Using this plot we can check if the residuals are normally distributed.
# Q-Q plot
plot(fit, which=2)
The residuals approximately follow a straight line well and do not deviate severely with the exeption of the 3 outliers that can be seen on the Residual vs Fitted values plot as well.
It’s also called Spread-Location plot. This plot shows if residuals are spread equally along the ranges of predictors. This is how we can check the assumption of equal variance (homoscedasticity).
# Scale-Location
plot(fit, which=3)
In our model we see a horizontal line with equally (randomly) spread points with the exception of a few outliers.
This plot helps us to find influential cases if any. Not all outliers are influential in linear regression analysis. Even though data can have extreme values, they might not be influential to determine a regression line. That means, the results wouldn’t be much different if we either include or exclude them from analysis. They follow the trend in the majority of cases and they don’t really matter; they are not influential. On the other hand, some cases could be very influential even if they look to be within a reasonable range of the values. They could be extreme cases against a regression line and can alter the results if we exclude them from analysis.
# Cook's distance
plot(fit, which = 4)
In our case we can see that observation 4, 49 and 60 seem to be influential with obs number 4 being the most extreme. Similar results were observed in the Scale location plot and the Residual vs Leverage plot drawn below.
# Residuals vs Leverage
plot(fit, which = 5)
Our model \(\widehat{Y} = 2.030 + 0.529\)\(X_1\) has a lot of explanatory and predictive power (88%).

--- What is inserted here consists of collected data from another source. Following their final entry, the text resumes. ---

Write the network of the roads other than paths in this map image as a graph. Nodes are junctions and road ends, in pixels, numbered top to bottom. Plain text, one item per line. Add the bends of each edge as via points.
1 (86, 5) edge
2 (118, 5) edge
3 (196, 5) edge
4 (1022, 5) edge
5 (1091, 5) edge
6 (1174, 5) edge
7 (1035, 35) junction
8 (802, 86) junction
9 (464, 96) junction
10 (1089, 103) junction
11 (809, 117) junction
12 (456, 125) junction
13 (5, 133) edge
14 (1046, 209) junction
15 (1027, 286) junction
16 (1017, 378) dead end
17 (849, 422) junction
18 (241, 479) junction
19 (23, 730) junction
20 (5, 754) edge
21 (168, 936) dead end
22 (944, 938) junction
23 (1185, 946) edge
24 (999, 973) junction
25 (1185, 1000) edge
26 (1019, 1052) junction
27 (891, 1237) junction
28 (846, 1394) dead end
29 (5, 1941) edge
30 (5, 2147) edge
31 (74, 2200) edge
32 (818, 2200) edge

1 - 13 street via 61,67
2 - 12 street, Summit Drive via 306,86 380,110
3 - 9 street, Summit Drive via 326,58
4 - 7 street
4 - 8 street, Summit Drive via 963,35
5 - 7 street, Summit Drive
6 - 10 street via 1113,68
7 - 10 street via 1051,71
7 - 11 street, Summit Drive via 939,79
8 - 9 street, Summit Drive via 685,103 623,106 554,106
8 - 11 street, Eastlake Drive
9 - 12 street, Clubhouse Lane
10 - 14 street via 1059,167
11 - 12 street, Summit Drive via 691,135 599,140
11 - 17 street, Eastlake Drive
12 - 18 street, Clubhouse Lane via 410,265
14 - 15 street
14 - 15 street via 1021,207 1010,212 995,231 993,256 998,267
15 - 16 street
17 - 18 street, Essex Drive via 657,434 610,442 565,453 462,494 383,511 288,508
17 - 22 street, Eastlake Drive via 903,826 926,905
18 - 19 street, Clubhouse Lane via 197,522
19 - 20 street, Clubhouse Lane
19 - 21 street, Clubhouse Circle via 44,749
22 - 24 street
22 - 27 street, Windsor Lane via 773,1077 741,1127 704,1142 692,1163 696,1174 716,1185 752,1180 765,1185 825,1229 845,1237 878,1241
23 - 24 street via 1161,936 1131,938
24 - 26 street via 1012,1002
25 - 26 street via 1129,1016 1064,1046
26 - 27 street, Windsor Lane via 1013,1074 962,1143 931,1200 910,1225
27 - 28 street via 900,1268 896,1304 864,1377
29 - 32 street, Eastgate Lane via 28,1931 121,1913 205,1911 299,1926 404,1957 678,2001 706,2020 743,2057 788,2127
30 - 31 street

The above model indicates that 1% increase in variable circulation will result in .529% increase in Advertising revenue. Some observations in our sample appear problematic such as 60, 64, 4 that should be given extra attention since they are distant from other variables and can be considered as outliers but not as influential since they don’t have a strong effect on our model. Concluding, our data and tests prove that our model can be trusted to predict Advertising Revenues just by using the circulation of newspapers.